Where in the entries below does "from" appear? Copy every line that has it.

### EXERCISE MATERIAL
● ● ● ● ●

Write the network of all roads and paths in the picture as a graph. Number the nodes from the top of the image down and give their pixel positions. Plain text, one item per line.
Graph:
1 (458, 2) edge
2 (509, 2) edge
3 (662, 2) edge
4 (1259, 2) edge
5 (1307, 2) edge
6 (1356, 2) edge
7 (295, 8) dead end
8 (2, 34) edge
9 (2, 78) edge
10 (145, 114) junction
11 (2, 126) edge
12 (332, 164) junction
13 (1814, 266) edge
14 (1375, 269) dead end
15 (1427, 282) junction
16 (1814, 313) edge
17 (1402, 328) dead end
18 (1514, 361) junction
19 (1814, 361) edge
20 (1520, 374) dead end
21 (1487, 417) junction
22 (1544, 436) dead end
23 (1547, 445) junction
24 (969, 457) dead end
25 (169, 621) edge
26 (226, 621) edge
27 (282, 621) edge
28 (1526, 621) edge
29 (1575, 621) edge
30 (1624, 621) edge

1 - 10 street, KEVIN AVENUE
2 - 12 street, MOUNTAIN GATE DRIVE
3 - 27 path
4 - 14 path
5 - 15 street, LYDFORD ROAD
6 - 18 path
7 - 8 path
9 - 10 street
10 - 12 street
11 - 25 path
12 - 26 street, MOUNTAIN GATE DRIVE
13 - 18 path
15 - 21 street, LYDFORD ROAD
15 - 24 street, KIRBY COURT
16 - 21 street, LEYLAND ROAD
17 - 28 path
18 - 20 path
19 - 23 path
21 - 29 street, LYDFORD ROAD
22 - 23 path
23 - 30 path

● ● ● ● ●

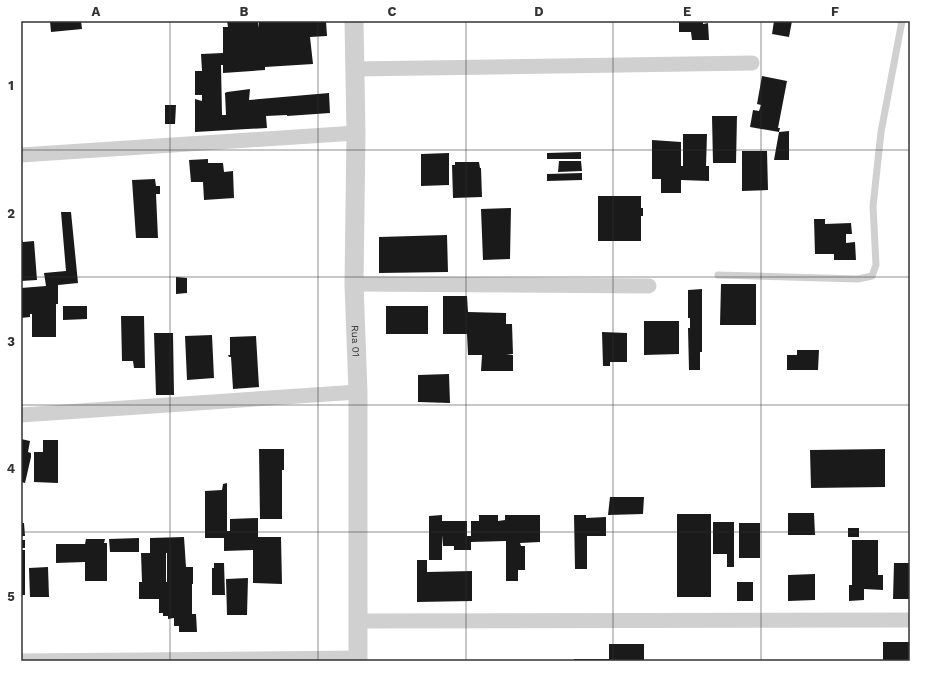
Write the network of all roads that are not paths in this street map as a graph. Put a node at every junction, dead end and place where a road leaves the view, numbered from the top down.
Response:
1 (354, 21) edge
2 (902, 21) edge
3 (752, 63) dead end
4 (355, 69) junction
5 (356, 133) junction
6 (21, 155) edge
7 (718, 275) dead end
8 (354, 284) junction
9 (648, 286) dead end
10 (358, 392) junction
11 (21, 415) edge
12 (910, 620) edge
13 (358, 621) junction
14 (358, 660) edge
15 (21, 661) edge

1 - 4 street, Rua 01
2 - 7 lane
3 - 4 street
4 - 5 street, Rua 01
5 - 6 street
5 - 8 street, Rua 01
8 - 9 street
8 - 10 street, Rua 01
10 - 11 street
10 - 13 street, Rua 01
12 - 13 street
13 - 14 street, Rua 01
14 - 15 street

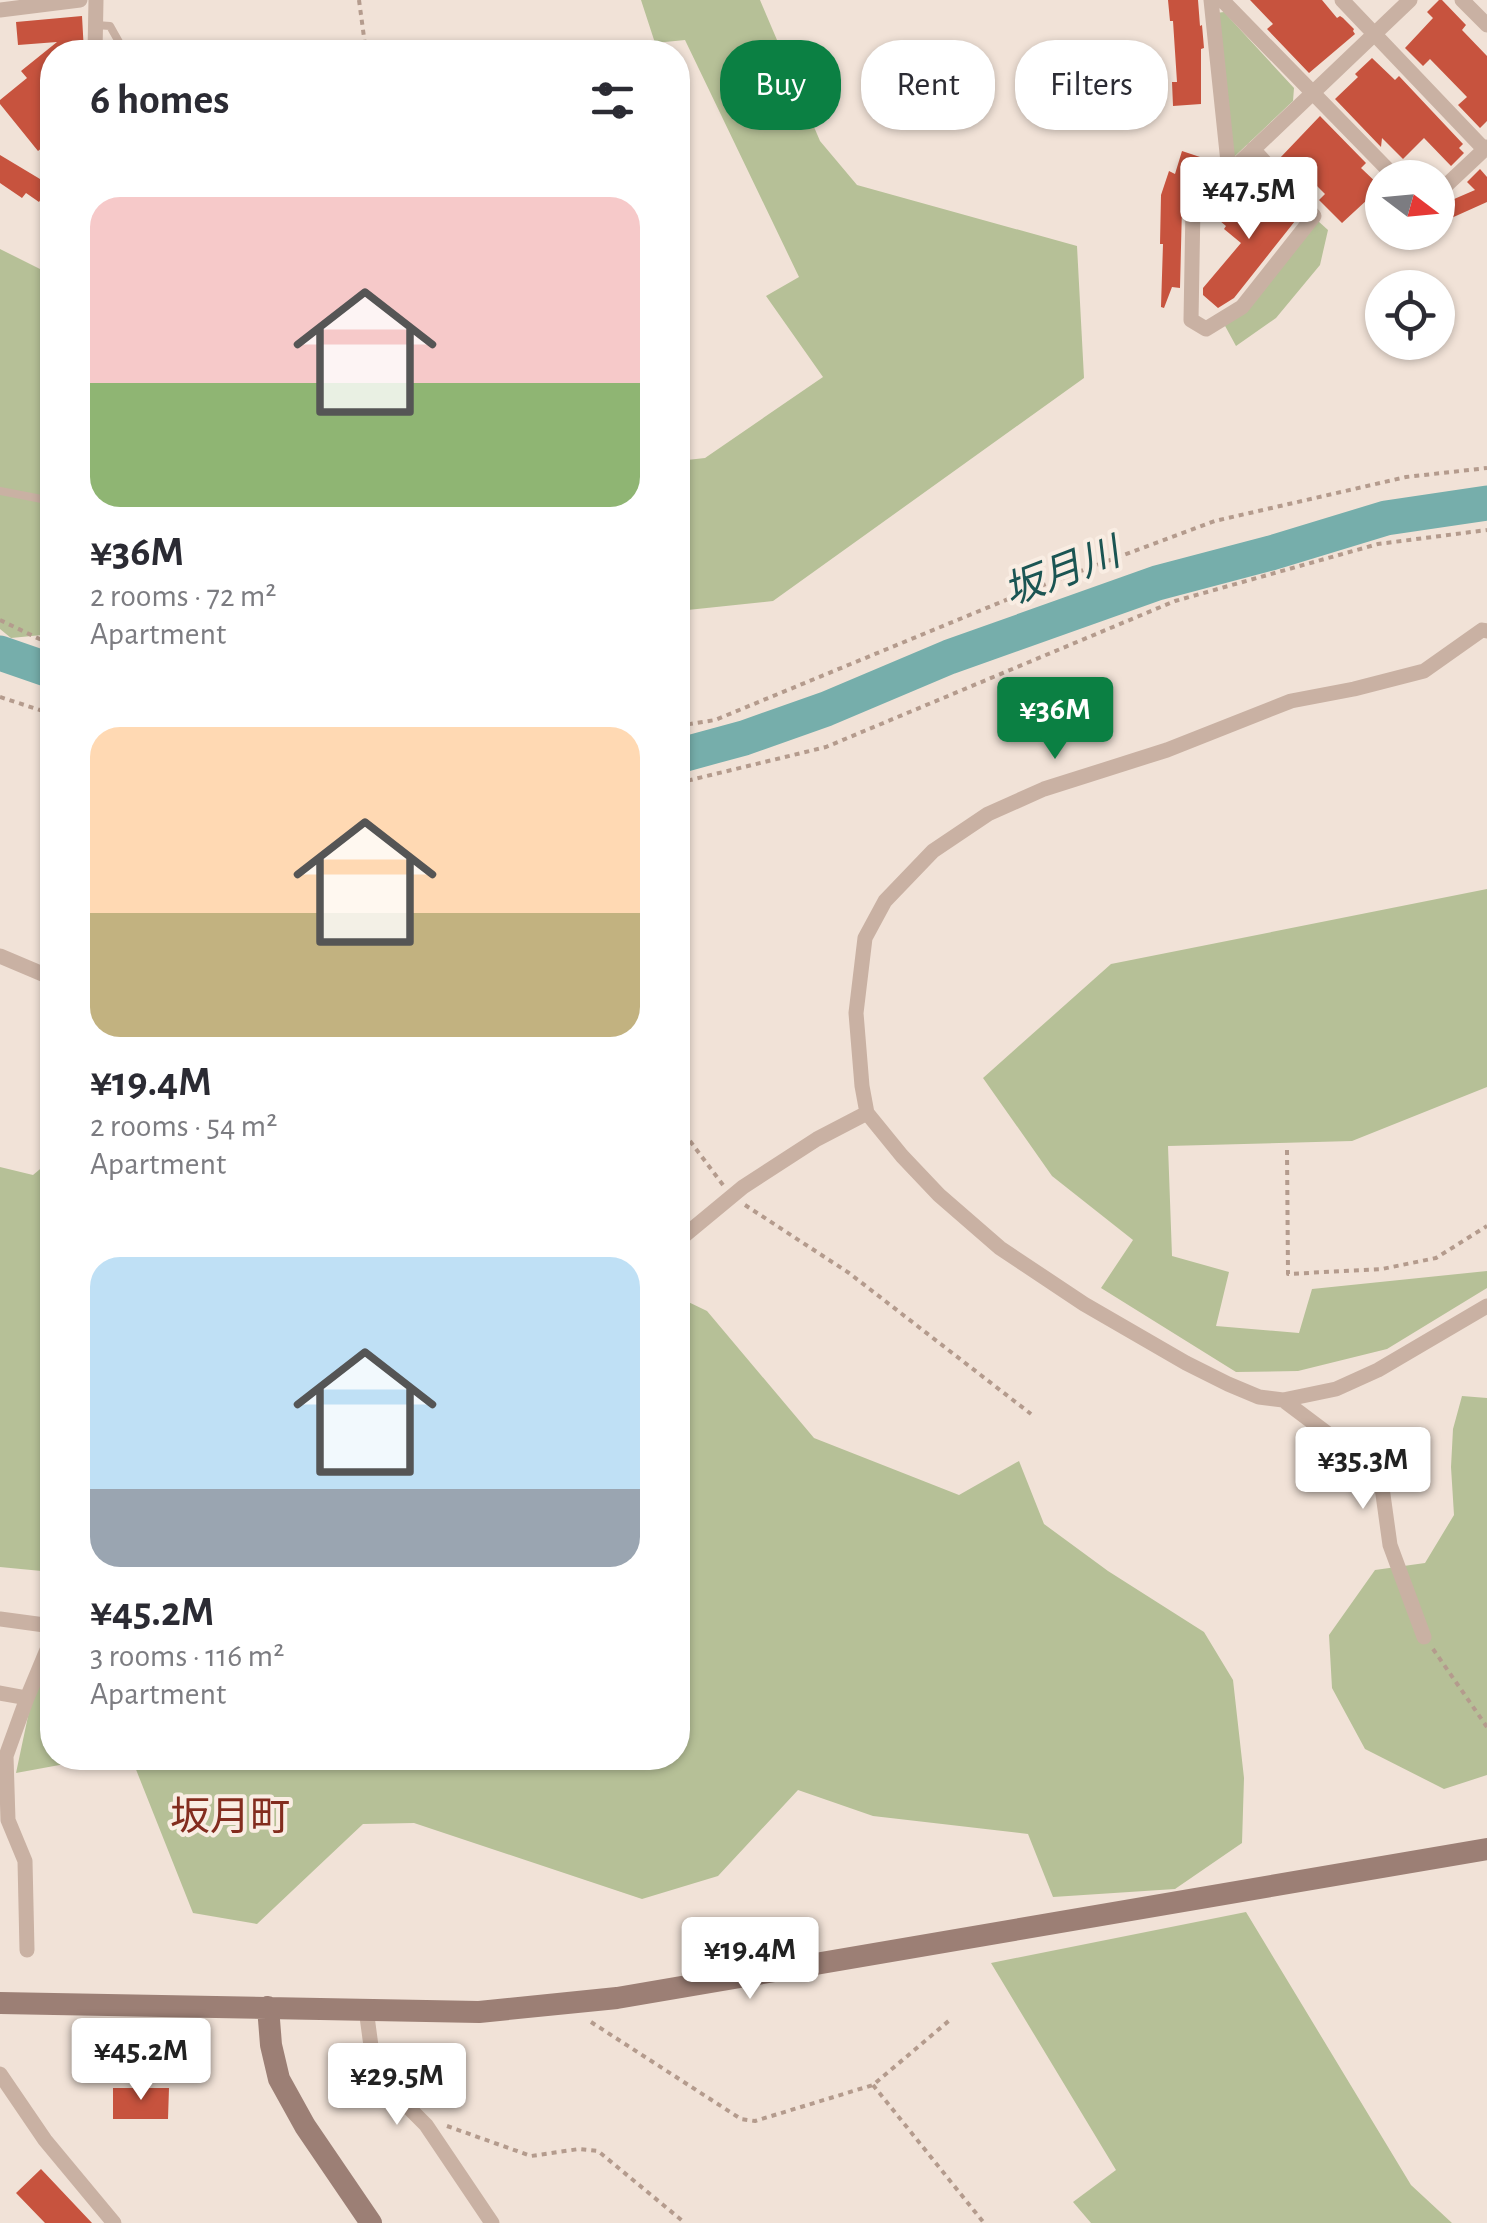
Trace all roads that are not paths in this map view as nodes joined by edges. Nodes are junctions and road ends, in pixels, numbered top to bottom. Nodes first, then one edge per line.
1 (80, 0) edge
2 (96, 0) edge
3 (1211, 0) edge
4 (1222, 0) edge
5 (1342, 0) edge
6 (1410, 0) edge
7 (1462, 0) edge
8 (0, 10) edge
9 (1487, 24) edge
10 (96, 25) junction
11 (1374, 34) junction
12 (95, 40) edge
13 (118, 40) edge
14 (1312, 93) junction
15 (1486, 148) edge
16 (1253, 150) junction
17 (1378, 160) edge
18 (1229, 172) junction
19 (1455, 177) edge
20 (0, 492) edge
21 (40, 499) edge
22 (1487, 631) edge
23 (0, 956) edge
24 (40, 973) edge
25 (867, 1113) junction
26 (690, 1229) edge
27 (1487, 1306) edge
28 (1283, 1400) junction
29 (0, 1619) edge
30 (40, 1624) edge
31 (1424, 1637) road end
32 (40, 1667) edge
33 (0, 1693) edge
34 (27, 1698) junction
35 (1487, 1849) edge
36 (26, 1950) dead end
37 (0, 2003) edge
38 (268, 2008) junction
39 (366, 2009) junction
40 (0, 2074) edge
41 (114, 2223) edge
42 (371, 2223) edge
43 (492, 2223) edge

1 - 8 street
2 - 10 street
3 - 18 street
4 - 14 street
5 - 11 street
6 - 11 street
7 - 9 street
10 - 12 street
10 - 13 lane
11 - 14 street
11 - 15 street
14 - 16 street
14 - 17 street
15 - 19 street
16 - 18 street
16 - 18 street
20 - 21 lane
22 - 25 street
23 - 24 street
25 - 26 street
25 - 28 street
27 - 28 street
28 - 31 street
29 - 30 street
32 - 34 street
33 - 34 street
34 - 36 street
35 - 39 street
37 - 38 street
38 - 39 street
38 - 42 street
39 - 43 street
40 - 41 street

● ● ● ● ●

### WRITTEN ANSWER
Write the network of all roads and paths in the picture as a graph. Number the nodes from the top of the image down and give their pixel positions. Plain text, one item per line.
Write the network of all roads that are not paths in this street map as a graph. Put a node at every junction, dead end and place where a road leaves the view, numbered from the top down.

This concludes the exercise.